1) Disaster Recovery
This protects you from 'a meteor struck your building' scenarios. You need some way of quickly getting your whole servers rebuilt quickly. The classic answer to this question is full system backups. The problem is after some number of days, a large portion of your data is nearly worthless for DR (the OS data, lots of application data that's hugely static, etc).

2) User Error.
This type of backup covers the 'uh, I blew this file away 2 months ago, and it's really important', or 'uh, our DBA dropped this table, but forgot about this monthly report that we need to run one last time' etc. How long you keep these backups is a business decision. I've heard everything from 1 month to 2 years.

3) Archival.
This is the REALLY long term backups, often required by government agencies... 'The IRS requires this class of financial records for 7 or 14 years'. The good news is this is usually a small subset of your data. Tapes are good for this, or often optical media.

Armed with these data classes (and a good audit of your environment), you can start classifying what type of data you actually need.

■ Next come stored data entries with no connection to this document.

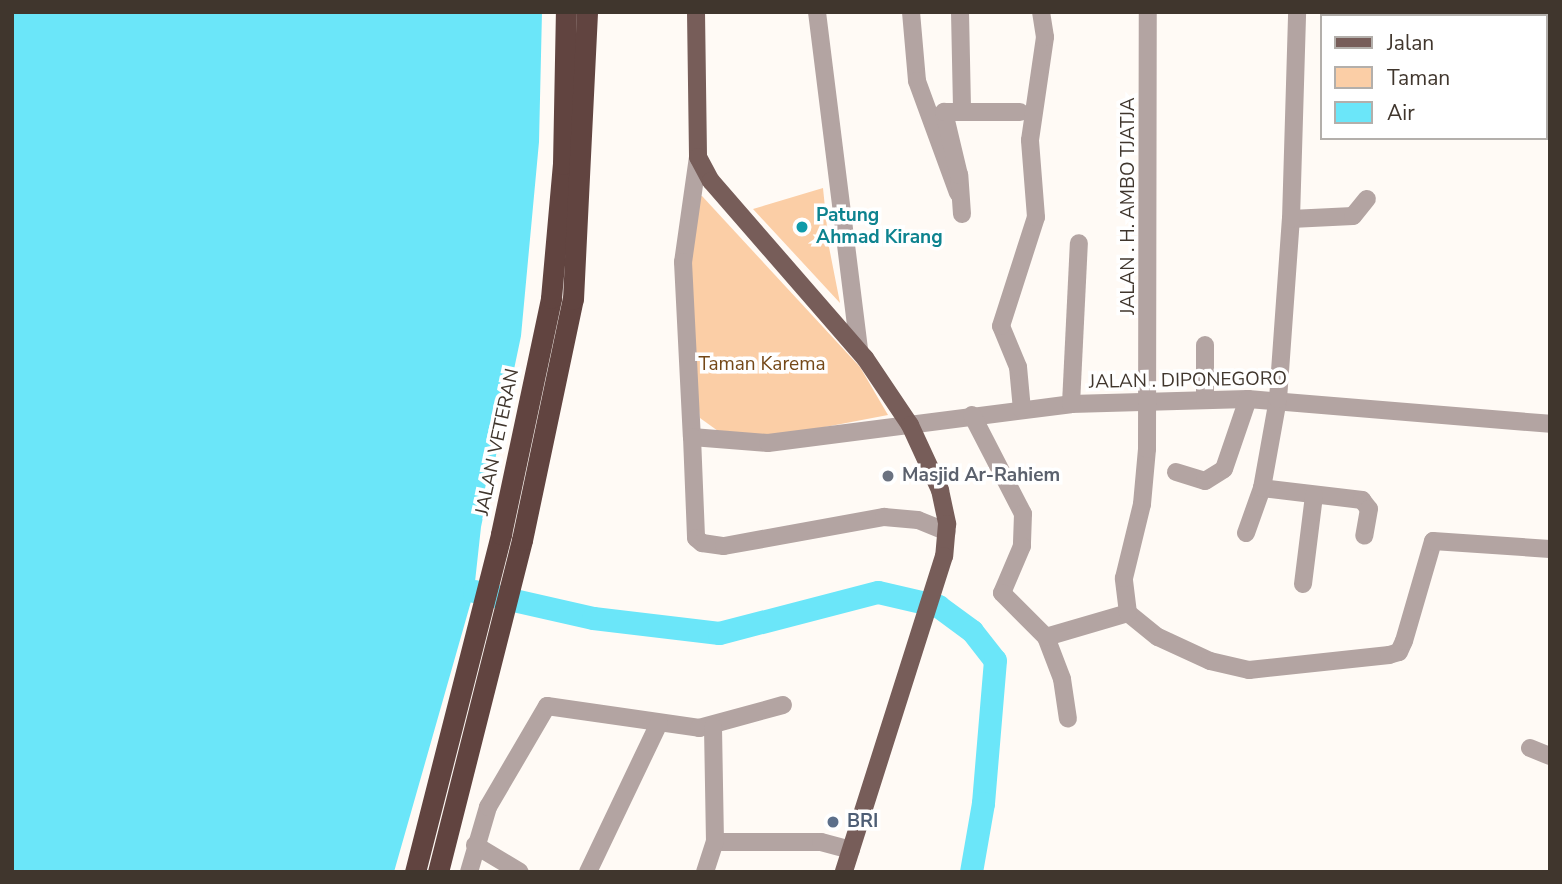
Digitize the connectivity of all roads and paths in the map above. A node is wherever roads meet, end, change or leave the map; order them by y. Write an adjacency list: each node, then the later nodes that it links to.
1 (566, 12): 35 (highway, JALAN VETERAN)
2 (587, 12): 35 (highway, JALAN VETERAN)
3 (696, 12): 12 (main road)
4 (817, 12): 18 (street)
5 (911, 12): 11 (street)
6 (960, 12): 11 (street)
7 (1041, 12): 24 (street)
8 (1148, 12): 22 (street, JALAN . H. AMBO TJATJA)
9 (1297, 12): 15 (street)
10 (1020, 112): 11 (street)
11 (945, 113): 14 (street)
12 (698, 157): 18 (main road); 28 (street)
13 (1367, 199): 15 (street)
14 (962, 214)
15 (1291, 219): 20 (street)
16 (1079, 243): 23 (street)
17 (1205, 345): 21 (street)
18 (859, 350): 27 (main road)
19 (1248, 398): 20 (street, JALAN . DIPONEGORO); 21 (street, JALAN . DIPONEGORO); 29 (street)
20 (1278, 399): 26 (street, JALAN . DIPONEGORO); 30 (street)
21 (1205, 400): 22 (street, JALAN . DIPONEGORO)
22 (1148, 401): 23 (street, JALAN . DIPONEGORO); 38 (street, JALAN . H. AMBO TJATJA)
23 (1071, 404): 24 (street, JALAN . DIPONEGORO)
24 (1021, 410): 25 (street, JALAN . DIPONEGORO)
25 (972, 415): 27 (street, JALAN . DIPONEGORO); 39 (street)
26 (1550, 424)
27 (910, 425): 28 (street, JALAN . DIPONEGORO); 32 (main road)
28 (692, 437): 32 (street)
29 (1175, 472)
30 (1262, 488): 31 (street); 33 (street)
31 (1314, 496): 34 (street); 37 (street)
32 (947, 532): 49 (main road)
33 (1246, 533)
34 (1364, 536)
35 (512, 537): 40 (highway, JALAN VETERAN)
36 (1550, 549): 38 (street)
37 (1303, 584)
38 (1128, 613): 39 (street)
39 (1046, 637): 42 (street)
40 (475, 684): 50 (highway, JALAN VETERAN); 51 (highway, JALAN VETERAN)
41 (783, 705): 44 (street)
42 (1068, 719)
43 (659, 723): 44 (street); 48 (street); 54 (street)
44 (713, 727): 47 (street)
45 (1530, 748): 46 (street)
46 (1550, 756)
47 (715, 842): 49 (street); 55 (street)
48 (475, 845): 52 (street); 53 (street)
49 (851, 850): 56 (main road)
50 (415, 872)
51 (438, 872)
52 (469, 872)
53 (520, 872)
54 (587, 872)
55 (705, 872)
56 (844, 872)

Here's our backup strategy (note: it's a little complicated). General strategy: Backup to disk, duplicate some data to tape. We run full backups once per month, level 2 backups one per week, and level 3 backups once per day. We keep the full backups for 3 months on disk, and 1 year on tape. We keep the L2 backups for 4 weeks, and the L3 backups for 2 weeks. This gives us high backup 'resolution' for the past 2 weeks, and diminishing resolution, the further back in time you need. On our user shares (netapp), we don't do L3 backups, instead we rely on snapshots. This makes restores a LOT easier to manage.

The big win we have though is that we have 3 'sites'. One of them is the primary site, and our backup environment (disks, media servers, tape robots, etc) live at one of the secondary sites. This is our big protection from the 'datacenter gone' type problems.